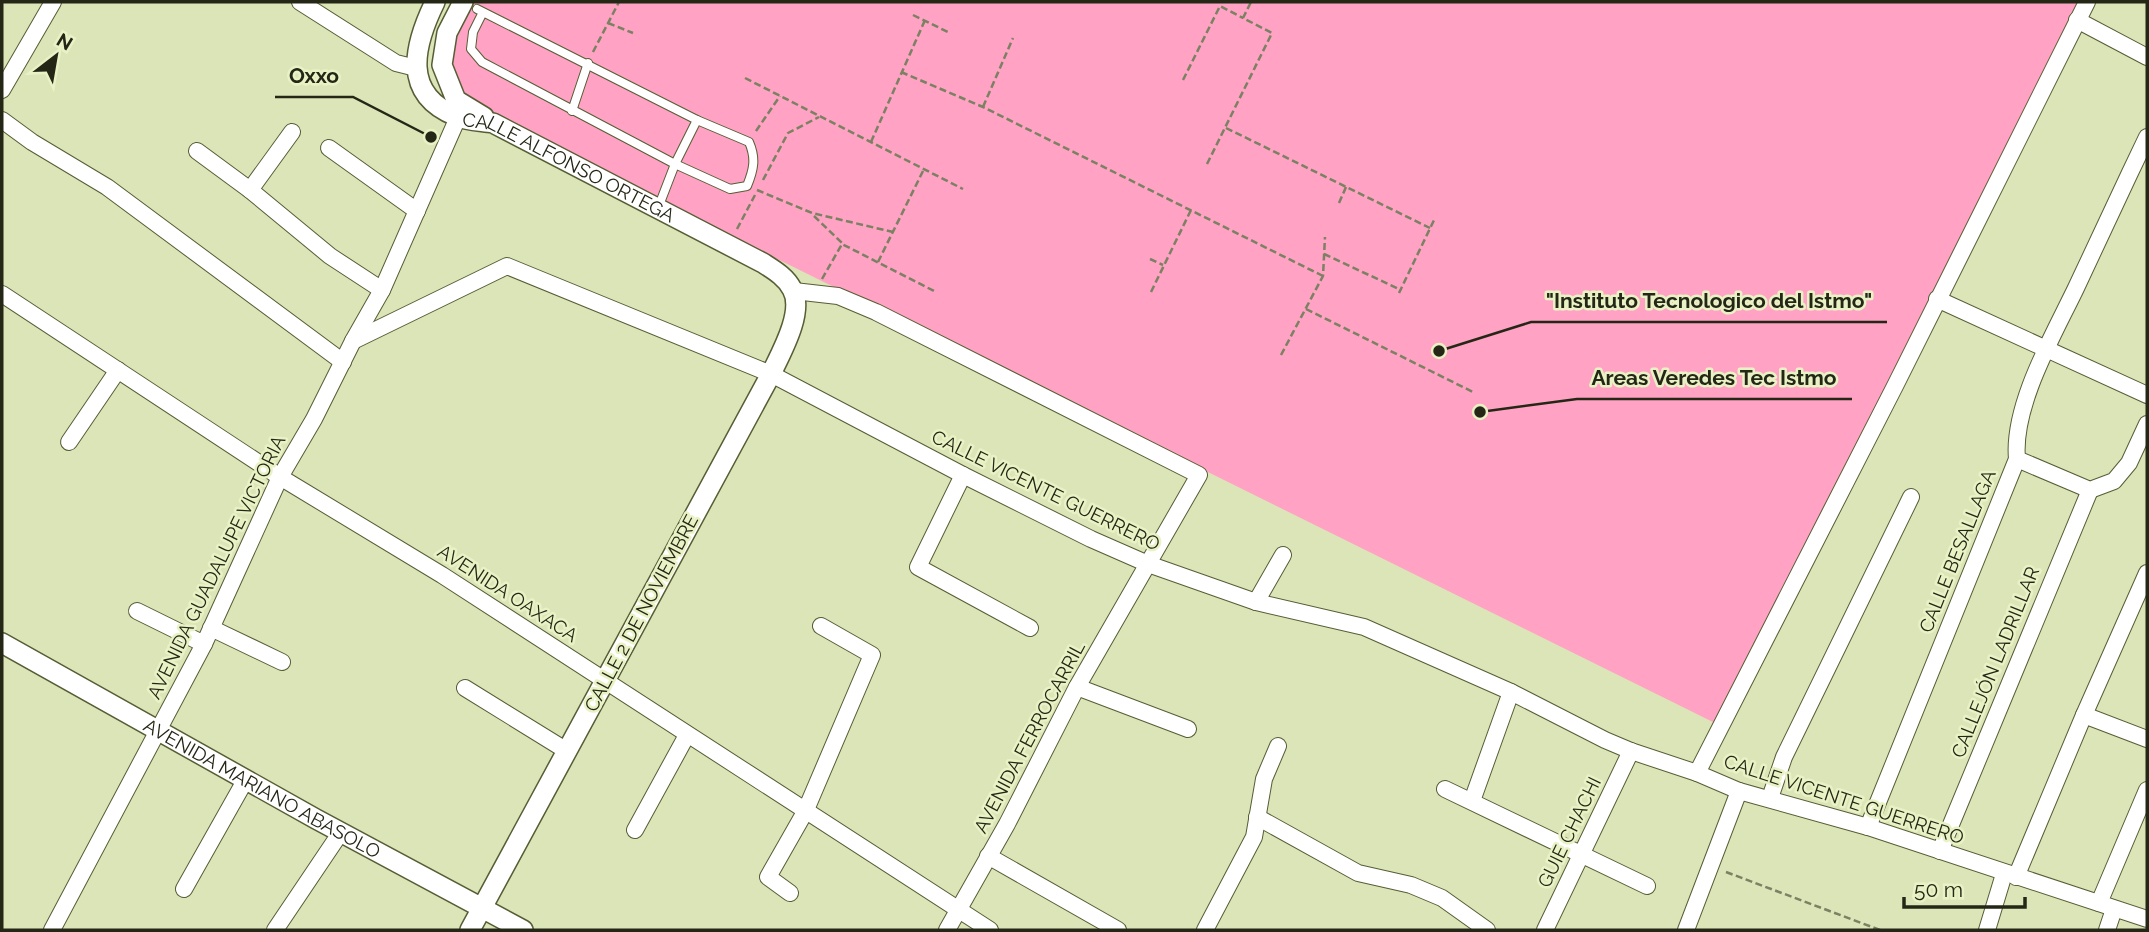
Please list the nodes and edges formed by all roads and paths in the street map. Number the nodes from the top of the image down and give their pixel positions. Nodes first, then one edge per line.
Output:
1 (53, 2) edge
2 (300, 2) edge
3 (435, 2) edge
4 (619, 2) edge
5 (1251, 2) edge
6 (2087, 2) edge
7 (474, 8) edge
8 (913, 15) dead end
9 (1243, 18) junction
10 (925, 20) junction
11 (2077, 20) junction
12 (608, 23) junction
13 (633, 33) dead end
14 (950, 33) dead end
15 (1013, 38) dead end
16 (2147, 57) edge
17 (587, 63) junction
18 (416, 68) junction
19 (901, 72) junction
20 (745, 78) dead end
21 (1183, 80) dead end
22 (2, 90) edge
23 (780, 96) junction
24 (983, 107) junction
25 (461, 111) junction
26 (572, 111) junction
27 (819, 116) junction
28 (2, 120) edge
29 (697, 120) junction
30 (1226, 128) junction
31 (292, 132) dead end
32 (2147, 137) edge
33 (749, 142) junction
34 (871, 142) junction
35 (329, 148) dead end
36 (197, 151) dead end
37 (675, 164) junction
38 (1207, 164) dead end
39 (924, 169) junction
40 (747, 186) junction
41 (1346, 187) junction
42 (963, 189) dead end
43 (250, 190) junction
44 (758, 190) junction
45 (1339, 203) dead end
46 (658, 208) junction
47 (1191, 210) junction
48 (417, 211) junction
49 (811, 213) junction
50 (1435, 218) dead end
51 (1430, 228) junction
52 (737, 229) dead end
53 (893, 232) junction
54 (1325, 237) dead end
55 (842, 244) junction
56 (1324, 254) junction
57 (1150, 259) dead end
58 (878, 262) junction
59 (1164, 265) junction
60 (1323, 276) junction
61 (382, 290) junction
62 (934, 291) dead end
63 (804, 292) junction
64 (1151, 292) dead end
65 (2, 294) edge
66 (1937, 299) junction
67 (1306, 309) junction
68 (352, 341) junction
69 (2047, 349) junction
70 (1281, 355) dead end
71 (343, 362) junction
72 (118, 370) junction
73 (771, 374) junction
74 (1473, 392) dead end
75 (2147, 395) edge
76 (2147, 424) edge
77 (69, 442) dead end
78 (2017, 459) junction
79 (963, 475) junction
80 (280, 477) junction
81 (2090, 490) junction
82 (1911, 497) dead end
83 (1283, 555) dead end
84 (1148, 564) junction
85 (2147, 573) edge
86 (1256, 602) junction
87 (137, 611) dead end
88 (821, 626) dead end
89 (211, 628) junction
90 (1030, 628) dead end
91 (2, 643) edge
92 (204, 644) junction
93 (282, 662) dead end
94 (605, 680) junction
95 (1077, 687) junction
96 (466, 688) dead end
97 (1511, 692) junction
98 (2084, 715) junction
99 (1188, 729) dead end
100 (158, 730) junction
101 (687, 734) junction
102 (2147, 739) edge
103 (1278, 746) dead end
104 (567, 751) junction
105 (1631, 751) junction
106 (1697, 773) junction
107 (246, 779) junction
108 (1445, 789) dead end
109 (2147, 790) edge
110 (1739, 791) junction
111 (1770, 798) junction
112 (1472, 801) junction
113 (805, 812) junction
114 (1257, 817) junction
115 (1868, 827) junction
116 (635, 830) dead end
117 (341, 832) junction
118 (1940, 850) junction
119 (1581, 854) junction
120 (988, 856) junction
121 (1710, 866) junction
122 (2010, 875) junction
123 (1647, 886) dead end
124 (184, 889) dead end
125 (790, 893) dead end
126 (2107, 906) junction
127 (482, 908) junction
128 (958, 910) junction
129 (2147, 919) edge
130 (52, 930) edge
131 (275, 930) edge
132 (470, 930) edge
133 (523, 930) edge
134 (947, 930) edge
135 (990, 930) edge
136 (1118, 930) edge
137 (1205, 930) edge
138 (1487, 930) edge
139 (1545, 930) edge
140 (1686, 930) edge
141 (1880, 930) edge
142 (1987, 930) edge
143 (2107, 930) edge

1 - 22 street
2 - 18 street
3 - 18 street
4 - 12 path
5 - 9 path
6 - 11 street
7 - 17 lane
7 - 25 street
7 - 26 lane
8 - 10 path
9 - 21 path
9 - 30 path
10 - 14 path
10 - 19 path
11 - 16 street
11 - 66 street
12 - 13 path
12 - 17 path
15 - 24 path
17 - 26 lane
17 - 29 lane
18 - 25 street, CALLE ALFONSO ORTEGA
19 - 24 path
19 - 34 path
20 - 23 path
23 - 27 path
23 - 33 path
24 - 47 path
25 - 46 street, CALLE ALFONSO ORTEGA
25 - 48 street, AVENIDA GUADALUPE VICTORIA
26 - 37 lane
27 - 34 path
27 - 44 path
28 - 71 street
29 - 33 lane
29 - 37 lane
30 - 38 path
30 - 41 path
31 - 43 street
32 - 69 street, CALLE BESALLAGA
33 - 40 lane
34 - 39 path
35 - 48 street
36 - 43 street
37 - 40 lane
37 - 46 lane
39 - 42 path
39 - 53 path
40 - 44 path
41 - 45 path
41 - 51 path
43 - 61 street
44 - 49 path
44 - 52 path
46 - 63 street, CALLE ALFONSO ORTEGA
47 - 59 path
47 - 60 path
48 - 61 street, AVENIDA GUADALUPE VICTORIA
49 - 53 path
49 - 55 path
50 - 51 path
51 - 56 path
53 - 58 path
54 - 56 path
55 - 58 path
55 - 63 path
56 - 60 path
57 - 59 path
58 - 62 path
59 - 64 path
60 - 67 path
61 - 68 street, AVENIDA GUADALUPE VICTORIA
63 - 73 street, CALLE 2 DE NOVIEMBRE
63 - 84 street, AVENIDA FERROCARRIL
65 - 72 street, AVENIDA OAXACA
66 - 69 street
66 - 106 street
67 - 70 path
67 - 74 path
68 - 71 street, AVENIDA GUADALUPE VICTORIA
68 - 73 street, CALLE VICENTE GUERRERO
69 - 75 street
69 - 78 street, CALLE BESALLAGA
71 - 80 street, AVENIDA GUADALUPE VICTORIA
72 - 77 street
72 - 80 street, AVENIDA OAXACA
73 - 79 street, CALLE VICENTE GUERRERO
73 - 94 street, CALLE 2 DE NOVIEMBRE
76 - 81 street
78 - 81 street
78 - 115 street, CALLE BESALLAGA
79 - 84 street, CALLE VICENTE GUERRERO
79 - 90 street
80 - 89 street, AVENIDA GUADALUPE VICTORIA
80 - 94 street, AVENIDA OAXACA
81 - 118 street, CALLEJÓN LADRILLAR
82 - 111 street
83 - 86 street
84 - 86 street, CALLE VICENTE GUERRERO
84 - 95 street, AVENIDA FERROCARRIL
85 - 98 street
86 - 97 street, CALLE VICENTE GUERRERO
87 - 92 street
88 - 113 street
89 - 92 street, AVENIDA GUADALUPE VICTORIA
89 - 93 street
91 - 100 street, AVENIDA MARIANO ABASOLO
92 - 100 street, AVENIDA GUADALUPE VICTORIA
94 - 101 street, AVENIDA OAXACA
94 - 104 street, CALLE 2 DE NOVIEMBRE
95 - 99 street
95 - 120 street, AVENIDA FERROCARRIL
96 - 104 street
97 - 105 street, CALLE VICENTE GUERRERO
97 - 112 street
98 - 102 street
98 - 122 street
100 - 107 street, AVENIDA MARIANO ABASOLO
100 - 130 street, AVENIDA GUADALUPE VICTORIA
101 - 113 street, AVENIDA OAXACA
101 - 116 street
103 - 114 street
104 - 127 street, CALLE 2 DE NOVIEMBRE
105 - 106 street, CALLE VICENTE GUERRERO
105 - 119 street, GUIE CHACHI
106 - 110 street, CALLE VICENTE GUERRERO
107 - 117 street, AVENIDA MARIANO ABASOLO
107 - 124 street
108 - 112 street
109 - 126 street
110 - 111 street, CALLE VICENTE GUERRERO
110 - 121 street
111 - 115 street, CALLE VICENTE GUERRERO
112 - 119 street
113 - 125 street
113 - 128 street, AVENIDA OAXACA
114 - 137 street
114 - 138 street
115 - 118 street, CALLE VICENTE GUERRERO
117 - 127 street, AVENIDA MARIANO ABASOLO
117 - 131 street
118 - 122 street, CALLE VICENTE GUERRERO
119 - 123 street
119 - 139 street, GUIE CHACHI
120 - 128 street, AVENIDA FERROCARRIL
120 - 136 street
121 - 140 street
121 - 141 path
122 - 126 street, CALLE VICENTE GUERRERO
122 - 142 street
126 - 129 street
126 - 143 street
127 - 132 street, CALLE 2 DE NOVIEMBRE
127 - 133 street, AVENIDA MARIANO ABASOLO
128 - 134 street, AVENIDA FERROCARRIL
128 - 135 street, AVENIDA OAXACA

==

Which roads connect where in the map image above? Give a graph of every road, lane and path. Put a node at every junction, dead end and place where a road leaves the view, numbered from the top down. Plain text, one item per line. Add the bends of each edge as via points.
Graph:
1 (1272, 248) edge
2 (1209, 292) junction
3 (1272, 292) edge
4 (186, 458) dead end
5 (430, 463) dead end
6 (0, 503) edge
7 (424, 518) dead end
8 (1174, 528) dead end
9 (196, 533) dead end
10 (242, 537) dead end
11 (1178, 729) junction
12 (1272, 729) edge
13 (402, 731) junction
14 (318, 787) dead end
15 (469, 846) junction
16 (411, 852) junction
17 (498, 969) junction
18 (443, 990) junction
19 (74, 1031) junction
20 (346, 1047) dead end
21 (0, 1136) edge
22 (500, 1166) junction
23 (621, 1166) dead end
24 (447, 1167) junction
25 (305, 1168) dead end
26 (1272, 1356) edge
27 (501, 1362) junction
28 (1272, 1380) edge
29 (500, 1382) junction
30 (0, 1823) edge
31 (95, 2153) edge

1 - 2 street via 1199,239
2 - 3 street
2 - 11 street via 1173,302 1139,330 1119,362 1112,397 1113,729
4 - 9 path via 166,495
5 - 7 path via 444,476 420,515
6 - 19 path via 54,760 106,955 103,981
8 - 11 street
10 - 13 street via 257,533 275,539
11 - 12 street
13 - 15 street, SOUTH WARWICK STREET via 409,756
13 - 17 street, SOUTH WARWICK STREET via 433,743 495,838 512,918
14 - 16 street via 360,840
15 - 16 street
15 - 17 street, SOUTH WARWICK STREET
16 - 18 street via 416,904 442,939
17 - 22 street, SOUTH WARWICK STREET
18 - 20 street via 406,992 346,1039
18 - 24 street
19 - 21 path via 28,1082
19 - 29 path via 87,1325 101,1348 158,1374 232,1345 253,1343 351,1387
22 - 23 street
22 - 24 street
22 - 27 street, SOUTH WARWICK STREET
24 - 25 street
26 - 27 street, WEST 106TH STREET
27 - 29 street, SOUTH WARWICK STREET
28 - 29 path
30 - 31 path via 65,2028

Your task:
Which lines of the data contain the string "ALFONSO"? Copy each of them.

Result:
18 - 25 street, CALLE ALFONSO ORTEGA
25 - 46 street, CALLE ALFONSO ORTEGA
46 - 63 street, CALLE ALFONSO ORTEGA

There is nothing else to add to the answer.